William Main Doerflinger
William Main Doerflinger (1910–2000) was an American book editor, author, stage magician, and folk song collector. Born in Brooklyn, he grew up on Staten Island and spent holidays on Long Island Sound, developing an early love of the sea. He studied languages at Princeton, and in his leisure time pursued stage magic and folk song collecting. After his third year he visited Nova Scotia, where he performed magic shows and collected over 60 songs that formed the basis of his 1931 thesis “Shantymen and Shantyboys.” He later undertook graduate studies at Harvard and eventually found work in publishing, spending the remainder of his career as an editor at Macmillan and E.P. Dutton — where his authors included Woody Guthrie, Sir Edmund Hillary, and Françoise Sagan — interrupted by wartime service with the Office of War Information in North Africa and Italy.
Between 1930 and 1950, Doerflinger collected songs from retired sailors at Sailors’ Snug Harbor on Staten Island, from the Seamen’s Church Institute in Manhattan — where he found Patrick Tayluer, one of his most prolific sources — and from fishermen and lumbermen in the Canadian Maritimes.
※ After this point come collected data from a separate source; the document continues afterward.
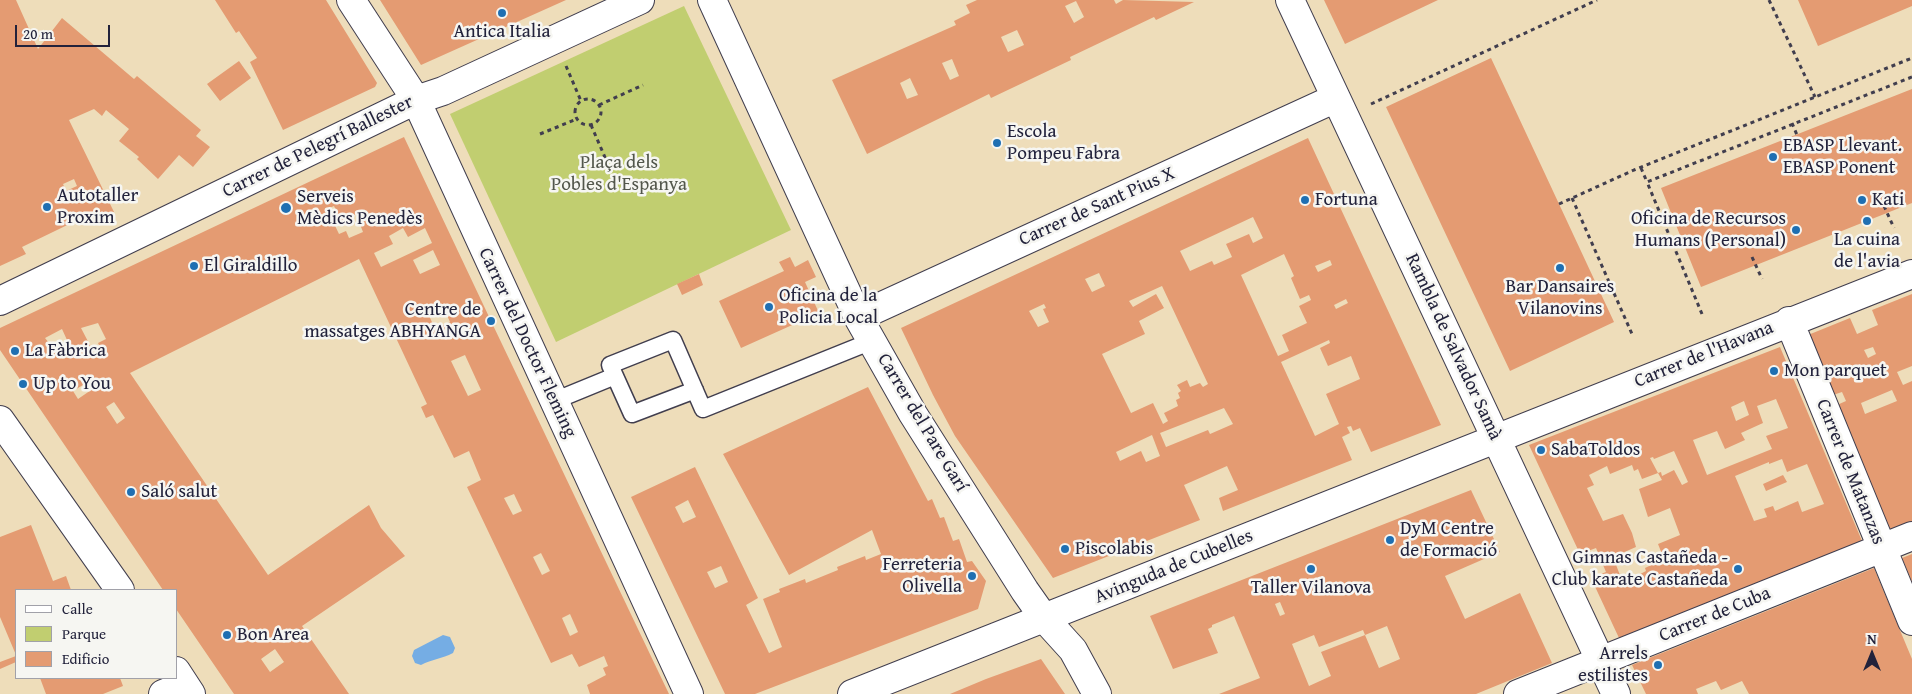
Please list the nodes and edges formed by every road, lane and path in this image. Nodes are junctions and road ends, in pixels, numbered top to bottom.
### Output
1 (351, 0) edge
2 (640, 0) edge
3 (712, 0) edge
4 (1290, 0) edge
5 (1597, 0) edge
6 (1769, 0) edge
7 (1912, 58) edge
8 (564, 60) dead end
9 (1912, 77) edge
10 (643, 85) dead end
11 (1815, 97) junction
12 (1336, 98) junction
13 (416, 100) junction
14 (581, 101) junction
15 (599, 105) junction
16 (1368, 106) dead end
17 (577, 119) junction
18 (1792, 123) junction
19 (591, 125) junction
20 (540, 134) dead end
21 (1797, 135) dead end
22 (607, 162) dead end
23 (1641, 168) junction
24 (1647, 182) junction
25 (1572, 198) junction
26 (1559, 204) dead end
27 (1884, 206) dead end
28 (1894, 228) dead end
29 (1752, 257) dead end
30 (1912, 274) edge
31 (1762, 279) dead end
32 (0, 301) edge
33 (1702, 314) dead end
34 (858, 317) junction
35 (1789, 322) junction
36 (1632, 334) dead end
37 (872, 341) junction
38 (614, 376) junction
39 (695, 390) junction
40 (554, 402) junction
41 (0, 420) edge
42 (1497, 439) junction
43 (1912, 536) edge
44 (1881, 548) junction
45 (119, 589) edge
46 (1044, 618) junction
47 (1912, 621) edge
48 (1599, 662) junction
49 (689, 694) edge
50 (852, 694) edge
51 (1097, 694) edge
52 (1518, 694) edge
53 (1616, 694) edge

1 - 13 street, Carrer del Doctor Fleming
2 - 13 street, Carrer de Pelegrí Ballester
3 - 34 street, Carrer del Pare Garí
4 - 12 street, Rambla de Salvador Samà
5 - 16 path
6 - 11 path
7 - 11 path
8 - 14 path
9 - 18 path
10 - 15 path
11 - 23 path
12 - 34 street, Carrer de Sant Pius X
12 - 42 street, Rambla de Salvador Samà
13 - 32 street, Carrer de Pelegrí Ballester
13 - 40 street, Carrer del Doctor Fleming
14 - 15 path
14 - 17 path
15 - 19 path
17 - 19 path
17 - 20 path
18 - 21 path
18 - 24 path
19 - 22 path
23 - 24 path
23 - 25 path
24 - 33 path
25 - 26 path
25 - 36 path
27 - 28 path
29 - 31 path
30 - 35 street, Carrer de l'Havana
34 - 37 street, Carrer del Pare Garí
35 - 42 street, Carrer de l'Havana
35 - 44 street, Carrer de Matanzas
37 - 39 lane
37 - 46 street, Carrer del Pare Garí
38 - 39 lane
38 - 39 lane
38 - 40 lane
40 - 49 street, Carrer del Doctor Fleming
41 - 45 street
42 - 46 street, Avinguda de Cubelles
42 - 48 street, Rambla de Salvador Samà
43 - 44 street, Carrer de Cuba
44 - 47 street, Carrer de Matanzas
44 - 48 street, Carrer de Cuba
46 - 50 street, Avinguda de Cubelles
46 - 51 street, Carrer del Pare Garí
48 - 52 street, Carrer de Cuba
48 - 53 street, Rambla de Salvador Samà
This fieldwork produced his major work, Shantymen and Shantyboys (1951), later expanded and republished as Songs of the Sailor and Lumberman (1972, 1991). The collection of over 150 maritime and lumberjack songs is acknowledged as a source for Stan Hugill’s seminal Shanties from the Seven Seas. His field recordings are preserved at the Library of Congress.
Doerflinger is commemorated by the William Main Doerflinger Memorial Sea Shanty Sessions at the Noble Maritime Collection at Snug Harbor, Staten Island.